Eski bir vücut geliştirmeci ve fitness yazarı olan, bunun yanında Lee Berquist’in Second Wind ve Bill Pearl’ün Legends of the Iron Game isimli kitaplarına konu olan Bass’ın adını daha önce duymamış olabilirsiniz. Kaleme aldığı 10 kitaba rağmen. Jack LaLanne, Bill Phillips ve Tony Horton gibi diğer fitness emprezaryolarının aksine Bass, spot ışıklarından sakınan ve kendi markasını yaratmak yerine spor bilimi ve fizyolojisi hakkındaki makalelerle boğuşan biri. Kalabalıktan uzak, zeki, zamanının ötesinde olan Yodavari bir fitness insanı, antrenör.

Fitness’a erken geçiş yapan Bass, periyodizasyon, işlenmemiş gıdalarla beslenme, Olimpik kaldırma ve Tabata interval’leri gibi birçok konseptin popülerleşmesine katkı sağlamış biri. Muscle and Fitness dergisine 16 yıl boyunca köşe yazısı yazdı ve yeni antrenman disiplinlerinin birçoğunu, işe yarayıp yaramadığını görmek için denedi. Bugüne kadar 45 farklı antrenman kitabı yazan Ellington Darden, “Clarence’ı diğer vücut geliştirmecilerden ayıran şey, konuştuğundan daha fazla dinlemesi. Bana göre onun bilgeliği buradan geliyor” diyor. Bu fitness paradigmaları arasında Bass adına belki de en önemlisi, yüksek yoğunluklu ağırlık antrenmanlarının etkisini biliyor oluşu. Bass’ın CrossFit ortaya çıkmadan en az 10 yıl önce yüksek yoğunluklu kuvvet antrenmanlarından bahsettiğini belirten kuvvet antrenörü Dan John, “Ripped (parçalı kas) kelimesinin çıkış noktası da Clarence’tır. Bu terimi yaygınlaştıran odur” diyor.

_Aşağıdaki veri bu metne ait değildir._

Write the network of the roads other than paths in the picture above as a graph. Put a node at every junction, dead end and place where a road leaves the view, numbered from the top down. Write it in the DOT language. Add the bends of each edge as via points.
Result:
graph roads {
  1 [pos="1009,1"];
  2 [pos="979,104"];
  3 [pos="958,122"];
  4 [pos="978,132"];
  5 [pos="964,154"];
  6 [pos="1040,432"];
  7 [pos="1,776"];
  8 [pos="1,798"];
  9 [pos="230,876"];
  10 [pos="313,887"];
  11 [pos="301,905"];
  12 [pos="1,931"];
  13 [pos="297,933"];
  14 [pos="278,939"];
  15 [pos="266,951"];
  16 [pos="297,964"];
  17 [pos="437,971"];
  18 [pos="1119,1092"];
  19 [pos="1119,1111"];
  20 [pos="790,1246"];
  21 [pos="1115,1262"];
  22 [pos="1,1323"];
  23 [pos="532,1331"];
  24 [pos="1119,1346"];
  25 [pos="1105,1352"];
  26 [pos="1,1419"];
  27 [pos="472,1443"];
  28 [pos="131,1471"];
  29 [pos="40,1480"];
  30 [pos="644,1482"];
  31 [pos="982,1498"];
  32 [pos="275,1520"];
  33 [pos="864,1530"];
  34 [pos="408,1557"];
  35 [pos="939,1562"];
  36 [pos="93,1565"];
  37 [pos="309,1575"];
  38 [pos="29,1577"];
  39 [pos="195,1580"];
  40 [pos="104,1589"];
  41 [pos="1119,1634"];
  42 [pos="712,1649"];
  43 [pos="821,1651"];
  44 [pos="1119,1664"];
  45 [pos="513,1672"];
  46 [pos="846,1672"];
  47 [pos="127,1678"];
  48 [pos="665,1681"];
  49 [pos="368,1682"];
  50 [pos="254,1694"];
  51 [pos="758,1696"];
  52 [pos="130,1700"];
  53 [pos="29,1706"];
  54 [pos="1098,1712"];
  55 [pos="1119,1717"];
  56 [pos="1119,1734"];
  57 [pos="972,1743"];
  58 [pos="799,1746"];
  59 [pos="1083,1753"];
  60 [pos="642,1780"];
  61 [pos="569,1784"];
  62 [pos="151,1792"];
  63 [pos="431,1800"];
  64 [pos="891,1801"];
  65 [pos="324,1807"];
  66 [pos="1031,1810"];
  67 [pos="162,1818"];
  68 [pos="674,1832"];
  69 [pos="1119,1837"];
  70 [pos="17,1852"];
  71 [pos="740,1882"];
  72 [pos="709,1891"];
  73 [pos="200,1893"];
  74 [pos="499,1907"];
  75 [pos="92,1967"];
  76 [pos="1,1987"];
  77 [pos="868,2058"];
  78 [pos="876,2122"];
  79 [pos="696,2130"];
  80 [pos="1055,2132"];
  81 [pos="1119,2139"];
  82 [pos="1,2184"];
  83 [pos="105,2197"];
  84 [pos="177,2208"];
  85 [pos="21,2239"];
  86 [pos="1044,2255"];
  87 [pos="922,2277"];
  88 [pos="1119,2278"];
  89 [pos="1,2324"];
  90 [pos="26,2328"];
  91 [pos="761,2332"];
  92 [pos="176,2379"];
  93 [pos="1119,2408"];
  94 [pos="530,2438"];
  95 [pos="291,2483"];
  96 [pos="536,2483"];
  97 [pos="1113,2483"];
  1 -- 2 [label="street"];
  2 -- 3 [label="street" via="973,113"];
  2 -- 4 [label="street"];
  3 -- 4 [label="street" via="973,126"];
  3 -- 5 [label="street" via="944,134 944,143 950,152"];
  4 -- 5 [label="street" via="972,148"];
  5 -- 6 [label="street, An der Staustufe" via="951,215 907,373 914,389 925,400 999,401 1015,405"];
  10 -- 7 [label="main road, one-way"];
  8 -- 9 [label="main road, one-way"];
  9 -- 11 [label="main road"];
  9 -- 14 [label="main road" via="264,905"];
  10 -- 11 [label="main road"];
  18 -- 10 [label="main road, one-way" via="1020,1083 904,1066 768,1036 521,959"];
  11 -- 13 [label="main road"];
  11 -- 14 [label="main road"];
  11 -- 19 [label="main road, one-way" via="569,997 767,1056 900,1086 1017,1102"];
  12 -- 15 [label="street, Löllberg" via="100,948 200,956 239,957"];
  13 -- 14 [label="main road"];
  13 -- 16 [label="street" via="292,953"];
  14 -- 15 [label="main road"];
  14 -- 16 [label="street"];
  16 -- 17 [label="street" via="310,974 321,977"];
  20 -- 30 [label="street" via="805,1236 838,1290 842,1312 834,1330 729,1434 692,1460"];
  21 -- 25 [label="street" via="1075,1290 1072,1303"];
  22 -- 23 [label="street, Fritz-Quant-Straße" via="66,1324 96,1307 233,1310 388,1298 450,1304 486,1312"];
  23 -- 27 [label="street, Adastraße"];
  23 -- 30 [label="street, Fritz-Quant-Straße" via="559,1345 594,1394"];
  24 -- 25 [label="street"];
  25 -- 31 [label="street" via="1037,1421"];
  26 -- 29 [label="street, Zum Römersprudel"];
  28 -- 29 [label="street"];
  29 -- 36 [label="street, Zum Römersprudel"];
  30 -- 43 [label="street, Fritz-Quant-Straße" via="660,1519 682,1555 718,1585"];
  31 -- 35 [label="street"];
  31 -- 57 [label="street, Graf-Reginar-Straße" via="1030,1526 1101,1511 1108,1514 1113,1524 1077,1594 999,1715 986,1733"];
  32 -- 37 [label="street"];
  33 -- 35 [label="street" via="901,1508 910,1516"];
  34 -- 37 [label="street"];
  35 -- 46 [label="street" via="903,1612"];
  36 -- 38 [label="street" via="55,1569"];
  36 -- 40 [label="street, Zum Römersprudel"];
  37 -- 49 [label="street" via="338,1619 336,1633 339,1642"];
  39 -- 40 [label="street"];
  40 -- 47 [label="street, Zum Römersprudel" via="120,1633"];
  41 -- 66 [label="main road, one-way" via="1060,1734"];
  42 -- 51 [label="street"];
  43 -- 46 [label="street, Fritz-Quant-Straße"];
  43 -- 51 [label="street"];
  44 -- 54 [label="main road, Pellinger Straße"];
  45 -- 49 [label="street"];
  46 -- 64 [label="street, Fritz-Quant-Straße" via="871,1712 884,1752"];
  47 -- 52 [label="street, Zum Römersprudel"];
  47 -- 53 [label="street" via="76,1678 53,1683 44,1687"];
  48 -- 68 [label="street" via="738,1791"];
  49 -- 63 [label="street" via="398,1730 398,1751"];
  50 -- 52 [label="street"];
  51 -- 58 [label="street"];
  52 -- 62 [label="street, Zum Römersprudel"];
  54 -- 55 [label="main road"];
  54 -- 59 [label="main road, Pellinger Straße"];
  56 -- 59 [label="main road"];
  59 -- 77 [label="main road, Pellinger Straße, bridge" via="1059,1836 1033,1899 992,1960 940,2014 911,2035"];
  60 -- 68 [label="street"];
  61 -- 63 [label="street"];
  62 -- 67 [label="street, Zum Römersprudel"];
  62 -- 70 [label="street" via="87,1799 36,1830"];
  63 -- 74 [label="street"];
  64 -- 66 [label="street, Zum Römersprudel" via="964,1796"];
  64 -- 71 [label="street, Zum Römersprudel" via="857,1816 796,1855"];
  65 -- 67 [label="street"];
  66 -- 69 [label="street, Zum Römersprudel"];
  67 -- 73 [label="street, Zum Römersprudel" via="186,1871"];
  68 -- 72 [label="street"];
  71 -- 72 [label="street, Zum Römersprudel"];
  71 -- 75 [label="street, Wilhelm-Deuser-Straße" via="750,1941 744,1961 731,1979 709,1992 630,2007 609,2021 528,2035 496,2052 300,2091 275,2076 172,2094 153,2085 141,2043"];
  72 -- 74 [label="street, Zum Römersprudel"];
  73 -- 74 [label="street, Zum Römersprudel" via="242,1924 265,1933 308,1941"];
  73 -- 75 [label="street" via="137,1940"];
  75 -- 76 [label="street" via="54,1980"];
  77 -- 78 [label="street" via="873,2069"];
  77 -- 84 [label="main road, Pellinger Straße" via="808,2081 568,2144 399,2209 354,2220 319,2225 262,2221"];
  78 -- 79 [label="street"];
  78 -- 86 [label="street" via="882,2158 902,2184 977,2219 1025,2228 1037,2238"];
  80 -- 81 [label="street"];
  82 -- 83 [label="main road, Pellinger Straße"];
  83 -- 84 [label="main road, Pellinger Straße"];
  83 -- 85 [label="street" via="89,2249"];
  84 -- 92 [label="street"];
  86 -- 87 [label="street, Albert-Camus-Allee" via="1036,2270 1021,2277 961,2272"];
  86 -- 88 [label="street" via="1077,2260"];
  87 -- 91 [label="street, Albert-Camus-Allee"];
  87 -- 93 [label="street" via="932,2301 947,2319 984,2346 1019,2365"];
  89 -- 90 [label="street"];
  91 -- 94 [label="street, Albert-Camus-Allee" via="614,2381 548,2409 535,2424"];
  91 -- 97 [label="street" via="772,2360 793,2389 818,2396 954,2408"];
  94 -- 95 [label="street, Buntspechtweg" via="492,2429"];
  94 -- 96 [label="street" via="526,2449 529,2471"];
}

Bass, 20’li ve 30’lu yaşlarında dünya çapında bir Olimpik kaldırıcıydı ve 111 kiloyla snatch yapabiliyordu. 30’lu yaşlarında vücut geliştirme yapmaya başladı ve yağ oranını akıl almaz bir derece olan 2,4’e düşürdü. İbretlik anatomisiyle “Son 40 Yılın En Kaslı Amerikalısı” yarışmasını kazandı. Fiziği görsel olarak 70’li yaşlarına dek aynı kaldı. Yıllar boyunca gerek askılı mayoda, gerek klasik pozlarda sayısız fotoğraf verdi. Bu fotoğrafların tümünde devasa karın kaslarını ve damarlı uzuvlarını görmek mümkündü.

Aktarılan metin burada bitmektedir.